Die zweifache Bitte, dass Gott uns nicht der Versuchung überlassen und uns von dem Bösen retten solle, zeige ein Wesensmerkmal des christlichen Betens: „Jesus lehrt, die Anrufung des Vaters über alles zu stellen, auch und gerade in den Augenblicken, wenn wir die bedrohliche Anwesenheit des Bösen verspüren“.

Auch wenn der Glaubende sich beim himmlischen Vater geborgen wisse, sei er vor dem Bösen nicht gefeit. Es gebe das Geheimnis des Bösen, das der Mensch in der Natur, in der Geschichte, ja in seinem eigenen Herzen wahrnehme.

Die letzte Bitte des Vaterunsers greife die Erfahrung des Bösen auf: die Trauer der Menschen, das unschuldige Leiden, Unterdrückung, Ausbeutung und das Weinen der Kinder.

Jesus selbst habe das Böse am eigenen Leib erfahren: im Tod am Kreuz, in der Verachtung, in Feindschaft und Grausamkeit. Der Herr zeige uns, dass der Mensch, auch wenn er stets dem Bösen ausgesetzt ist, für das Leben und die Liebe bestimmt ist:

„Jesus hat am Kreuz seinen Feinden vergeben. Und Gott hat diese Hingabe seines Sohnes am Ende in Leben verwandelt.

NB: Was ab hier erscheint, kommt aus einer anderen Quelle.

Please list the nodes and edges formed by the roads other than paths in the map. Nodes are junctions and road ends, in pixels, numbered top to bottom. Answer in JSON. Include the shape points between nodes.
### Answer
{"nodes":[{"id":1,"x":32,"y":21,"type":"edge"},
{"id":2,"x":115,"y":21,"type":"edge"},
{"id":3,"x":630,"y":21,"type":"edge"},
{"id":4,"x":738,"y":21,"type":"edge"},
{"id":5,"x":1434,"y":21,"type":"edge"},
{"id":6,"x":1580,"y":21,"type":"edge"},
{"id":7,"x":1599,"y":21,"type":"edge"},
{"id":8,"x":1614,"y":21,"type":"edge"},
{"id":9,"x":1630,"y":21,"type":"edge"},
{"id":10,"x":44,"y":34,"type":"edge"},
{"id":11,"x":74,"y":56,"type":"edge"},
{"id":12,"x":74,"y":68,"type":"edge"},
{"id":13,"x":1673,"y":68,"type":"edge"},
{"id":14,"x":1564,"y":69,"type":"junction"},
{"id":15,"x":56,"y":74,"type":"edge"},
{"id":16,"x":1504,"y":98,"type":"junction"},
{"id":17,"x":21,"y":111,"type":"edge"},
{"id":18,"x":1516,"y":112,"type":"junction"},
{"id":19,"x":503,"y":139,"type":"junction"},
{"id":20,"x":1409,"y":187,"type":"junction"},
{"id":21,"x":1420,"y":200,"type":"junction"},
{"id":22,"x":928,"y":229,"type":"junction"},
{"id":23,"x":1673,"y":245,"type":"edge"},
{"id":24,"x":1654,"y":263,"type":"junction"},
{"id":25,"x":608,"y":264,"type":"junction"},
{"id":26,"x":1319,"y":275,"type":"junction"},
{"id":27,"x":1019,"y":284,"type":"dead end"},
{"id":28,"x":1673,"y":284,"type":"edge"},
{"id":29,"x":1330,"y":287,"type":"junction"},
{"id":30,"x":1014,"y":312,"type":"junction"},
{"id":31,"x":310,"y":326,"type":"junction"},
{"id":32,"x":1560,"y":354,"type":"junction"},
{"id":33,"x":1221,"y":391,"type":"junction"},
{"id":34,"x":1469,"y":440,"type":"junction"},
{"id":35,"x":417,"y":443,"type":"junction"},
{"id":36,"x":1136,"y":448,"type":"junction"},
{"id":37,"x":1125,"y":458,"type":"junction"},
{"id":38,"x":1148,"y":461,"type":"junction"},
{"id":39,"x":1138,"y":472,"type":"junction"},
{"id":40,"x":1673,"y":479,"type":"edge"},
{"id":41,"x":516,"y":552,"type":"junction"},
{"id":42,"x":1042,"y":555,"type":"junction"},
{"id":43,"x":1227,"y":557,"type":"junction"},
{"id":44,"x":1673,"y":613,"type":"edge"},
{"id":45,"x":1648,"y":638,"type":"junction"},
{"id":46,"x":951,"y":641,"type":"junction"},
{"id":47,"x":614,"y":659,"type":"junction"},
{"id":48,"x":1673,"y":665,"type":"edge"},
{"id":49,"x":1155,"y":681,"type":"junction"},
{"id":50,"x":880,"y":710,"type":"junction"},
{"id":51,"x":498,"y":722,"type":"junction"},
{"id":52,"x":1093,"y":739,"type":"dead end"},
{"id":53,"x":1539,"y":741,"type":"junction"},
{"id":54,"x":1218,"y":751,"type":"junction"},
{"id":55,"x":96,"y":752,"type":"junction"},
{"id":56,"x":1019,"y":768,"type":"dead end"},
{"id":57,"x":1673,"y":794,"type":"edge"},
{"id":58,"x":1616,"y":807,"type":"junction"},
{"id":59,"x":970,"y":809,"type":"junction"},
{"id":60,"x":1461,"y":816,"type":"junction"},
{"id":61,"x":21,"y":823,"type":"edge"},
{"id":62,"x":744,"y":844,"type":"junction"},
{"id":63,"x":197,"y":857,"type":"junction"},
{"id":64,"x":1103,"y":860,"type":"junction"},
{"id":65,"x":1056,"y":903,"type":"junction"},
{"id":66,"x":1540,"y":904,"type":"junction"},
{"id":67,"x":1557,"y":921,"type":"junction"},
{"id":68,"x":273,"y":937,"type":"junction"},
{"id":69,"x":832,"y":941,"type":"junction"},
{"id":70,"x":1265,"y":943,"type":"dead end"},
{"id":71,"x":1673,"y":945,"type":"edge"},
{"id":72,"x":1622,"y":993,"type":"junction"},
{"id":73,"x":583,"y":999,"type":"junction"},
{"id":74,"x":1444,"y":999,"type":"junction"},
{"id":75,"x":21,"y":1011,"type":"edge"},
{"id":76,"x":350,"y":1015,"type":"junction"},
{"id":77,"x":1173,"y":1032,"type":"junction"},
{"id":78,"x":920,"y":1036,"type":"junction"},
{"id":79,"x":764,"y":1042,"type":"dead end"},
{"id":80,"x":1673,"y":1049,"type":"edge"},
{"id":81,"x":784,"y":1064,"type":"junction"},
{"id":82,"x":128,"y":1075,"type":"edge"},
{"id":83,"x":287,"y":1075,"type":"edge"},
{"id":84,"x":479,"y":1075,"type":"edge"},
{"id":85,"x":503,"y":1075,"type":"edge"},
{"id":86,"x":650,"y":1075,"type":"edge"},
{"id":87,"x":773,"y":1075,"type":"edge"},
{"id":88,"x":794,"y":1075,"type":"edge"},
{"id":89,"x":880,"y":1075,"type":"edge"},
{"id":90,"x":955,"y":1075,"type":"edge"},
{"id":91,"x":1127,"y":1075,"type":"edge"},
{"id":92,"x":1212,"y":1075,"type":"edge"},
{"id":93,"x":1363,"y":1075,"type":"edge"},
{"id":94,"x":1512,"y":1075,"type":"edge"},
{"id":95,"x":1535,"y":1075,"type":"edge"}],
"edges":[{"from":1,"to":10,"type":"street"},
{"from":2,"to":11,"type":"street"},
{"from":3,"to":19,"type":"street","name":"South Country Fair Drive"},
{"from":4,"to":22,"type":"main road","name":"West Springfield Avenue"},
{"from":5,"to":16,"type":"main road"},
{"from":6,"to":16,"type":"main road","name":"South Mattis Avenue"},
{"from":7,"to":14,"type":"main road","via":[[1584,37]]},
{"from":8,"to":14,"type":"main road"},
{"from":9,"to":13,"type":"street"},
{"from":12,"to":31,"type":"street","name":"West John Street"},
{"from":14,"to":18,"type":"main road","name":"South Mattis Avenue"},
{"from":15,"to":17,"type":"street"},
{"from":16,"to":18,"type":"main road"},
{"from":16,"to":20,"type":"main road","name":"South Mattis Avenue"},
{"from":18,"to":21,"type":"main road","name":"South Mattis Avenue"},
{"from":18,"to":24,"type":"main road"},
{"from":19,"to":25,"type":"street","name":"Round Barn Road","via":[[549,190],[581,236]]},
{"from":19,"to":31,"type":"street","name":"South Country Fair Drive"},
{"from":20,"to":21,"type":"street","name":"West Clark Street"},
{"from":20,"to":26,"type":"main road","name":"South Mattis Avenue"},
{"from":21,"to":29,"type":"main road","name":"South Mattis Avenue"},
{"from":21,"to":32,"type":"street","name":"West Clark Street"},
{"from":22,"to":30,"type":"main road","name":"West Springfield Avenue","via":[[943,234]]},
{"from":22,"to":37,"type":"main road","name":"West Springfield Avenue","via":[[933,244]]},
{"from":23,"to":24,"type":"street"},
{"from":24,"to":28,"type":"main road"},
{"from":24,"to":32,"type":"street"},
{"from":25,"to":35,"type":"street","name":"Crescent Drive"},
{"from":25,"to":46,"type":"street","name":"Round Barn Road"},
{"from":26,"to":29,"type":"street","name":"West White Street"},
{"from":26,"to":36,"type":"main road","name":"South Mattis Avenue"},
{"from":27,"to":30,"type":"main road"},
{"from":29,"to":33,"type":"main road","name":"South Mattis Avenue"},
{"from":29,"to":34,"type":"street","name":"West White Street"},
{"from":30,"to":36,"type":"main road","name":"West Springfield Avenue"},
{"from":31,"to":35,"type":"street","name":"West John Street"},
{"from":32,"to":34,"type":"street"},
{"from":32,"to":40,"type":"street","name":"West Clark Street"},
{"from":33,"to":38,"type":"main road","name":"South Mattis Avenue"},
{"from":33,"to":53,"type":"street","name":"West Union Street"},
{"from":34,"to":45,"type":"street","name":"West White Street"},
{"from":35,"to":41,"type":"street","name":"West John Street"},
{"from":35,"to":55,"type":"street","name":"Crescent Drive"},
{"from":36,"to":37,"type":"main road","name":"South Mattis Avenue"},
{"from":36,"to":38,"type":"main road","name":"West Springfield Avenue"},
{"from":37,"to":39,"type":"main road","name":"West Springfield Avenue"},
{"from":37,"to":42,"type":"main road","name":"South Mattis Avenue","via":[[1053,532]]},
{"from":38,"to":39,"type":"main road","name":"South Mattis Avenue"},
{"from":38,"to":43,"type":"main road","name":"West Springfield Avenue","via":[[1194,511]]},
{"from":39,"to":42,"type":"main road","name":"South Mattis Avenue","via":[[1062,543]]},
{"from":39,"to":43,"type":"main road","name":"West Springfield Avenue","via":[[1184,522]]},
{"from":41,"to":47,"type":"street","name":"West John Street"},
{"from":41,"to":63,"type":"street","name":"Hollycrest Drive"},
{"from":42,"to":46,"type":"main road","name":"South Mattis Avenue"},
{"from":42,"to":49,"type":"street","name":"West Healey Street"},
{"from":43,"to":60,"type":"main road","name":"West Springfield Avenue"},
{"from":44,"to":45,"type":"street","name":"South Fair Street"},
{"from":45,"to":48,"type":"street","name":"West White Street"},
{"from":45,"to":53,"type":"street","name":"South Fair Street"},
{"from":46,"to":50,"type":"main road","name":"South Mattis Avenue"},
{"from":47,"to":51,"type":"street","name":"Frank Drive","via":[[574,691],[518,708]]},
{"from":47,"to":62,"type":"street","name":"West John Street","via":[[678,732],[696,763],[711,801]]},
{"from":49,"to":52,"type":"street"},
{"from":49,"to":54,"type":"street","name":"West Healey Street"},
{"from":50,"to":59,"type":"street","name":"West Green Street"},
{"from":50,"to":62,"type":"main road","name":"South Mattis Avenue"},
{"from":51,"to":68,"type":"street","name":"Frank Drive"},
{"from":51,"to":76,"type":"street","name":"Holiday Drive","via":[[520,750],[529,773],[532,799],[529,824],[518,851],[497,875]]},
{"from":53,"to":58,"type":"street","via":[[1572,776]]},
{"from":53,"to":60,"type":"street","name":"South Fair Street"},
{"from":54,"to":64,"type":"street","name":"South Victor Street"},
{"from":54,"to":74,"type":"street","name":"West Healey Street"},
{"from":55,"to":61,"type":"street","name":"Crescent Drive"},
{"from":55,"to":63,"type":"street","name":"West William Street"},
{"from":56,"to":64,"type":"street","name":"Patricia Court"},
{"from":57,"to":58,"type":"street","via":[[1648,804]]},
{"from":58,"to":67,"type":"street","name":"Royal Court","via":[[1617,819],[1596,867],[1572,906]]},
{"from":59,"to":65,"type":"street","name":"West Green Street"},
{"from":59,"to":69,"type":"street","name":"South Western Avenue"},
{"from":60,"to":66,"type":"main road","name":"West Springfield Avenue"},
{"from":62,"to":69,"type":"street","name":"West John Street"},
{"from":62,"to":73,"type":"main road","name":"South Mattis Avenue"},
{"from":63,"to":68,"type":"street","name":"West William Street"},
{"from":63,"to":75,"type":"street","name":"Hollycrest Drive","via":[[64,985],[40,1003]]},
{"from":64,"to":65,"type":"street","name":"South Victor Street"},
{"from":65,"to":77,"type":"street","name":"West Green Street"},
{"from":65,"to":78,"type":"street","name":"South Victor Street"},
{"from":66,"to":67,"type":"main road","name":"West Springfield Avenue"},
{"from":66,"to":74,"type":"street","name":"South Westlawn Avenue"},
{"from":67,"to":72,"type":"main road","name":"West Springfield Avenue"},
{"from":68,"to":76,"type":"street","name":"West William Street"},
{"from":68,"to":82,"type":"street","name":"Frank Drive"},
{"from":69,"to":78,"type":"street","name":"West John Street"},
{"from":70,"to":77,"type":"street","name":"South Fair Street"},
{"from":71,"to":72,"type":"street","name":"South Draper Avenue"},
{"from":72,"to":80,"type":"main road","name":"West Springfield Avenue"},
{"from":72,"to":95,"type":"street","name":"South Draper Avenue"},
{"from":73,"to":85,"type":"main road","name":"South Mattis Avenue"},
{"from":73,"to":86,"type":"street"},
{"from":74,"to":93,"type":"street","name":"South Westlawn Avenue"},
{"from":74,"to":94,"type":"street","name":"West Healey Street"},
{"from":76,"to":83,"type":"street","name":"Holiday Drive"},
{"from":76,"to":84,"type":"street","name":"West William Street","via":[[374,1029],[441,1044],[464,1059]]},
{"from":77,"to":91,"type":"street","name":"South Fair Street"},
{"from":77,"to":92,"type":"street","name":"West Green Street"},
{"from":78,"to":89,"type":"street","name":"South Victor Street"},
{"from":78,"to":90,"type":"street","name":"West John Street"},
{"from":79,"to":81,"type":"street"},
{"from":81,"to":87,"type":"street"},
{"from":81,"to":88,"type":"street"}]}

Das Gebet, das Jesus uns gelehrt hat, will auch uns diesen Weg des Lebens eröffnen“.

So hinterlasse uns das Gebet Jesu, eine "Symphonie", das kostbarste Erbe: „die Gegenwart des Sohnes Gottes, der uns vom Bösen befreit hat und darum kämpft, es zu bekehren“. In der Stunde des letzten Kampfes gebiete er dem Petrus, das Schwert wieder in die Scheide stecken, dem reuigen Schächer sichere er das Paradies zu, allen Menschen, die ihn umgeben hätten, biete er ein Wort des Friedens an: „Vater, vergib ihnen, denn sie wissen nicht, was sie tun“.


Die Pilger und Besucher aus dem deutschen Sprachraum begrüßte der Heilige Vater mit den folgenden Worten:

Einen herzlichen Gruß richte ich an alle Pilger und Besucher deutscher Sprache. Jesus lädt uns im Evangelium ein, das Böse durch das Gute zu besiegen. Folgen wir seinem Beispiel, bitten wir den himmlischen Vater um seine Gnade und arbeiten wir gemeinsam für eine bessere Welt. Der Herr segne euch und eure Familien!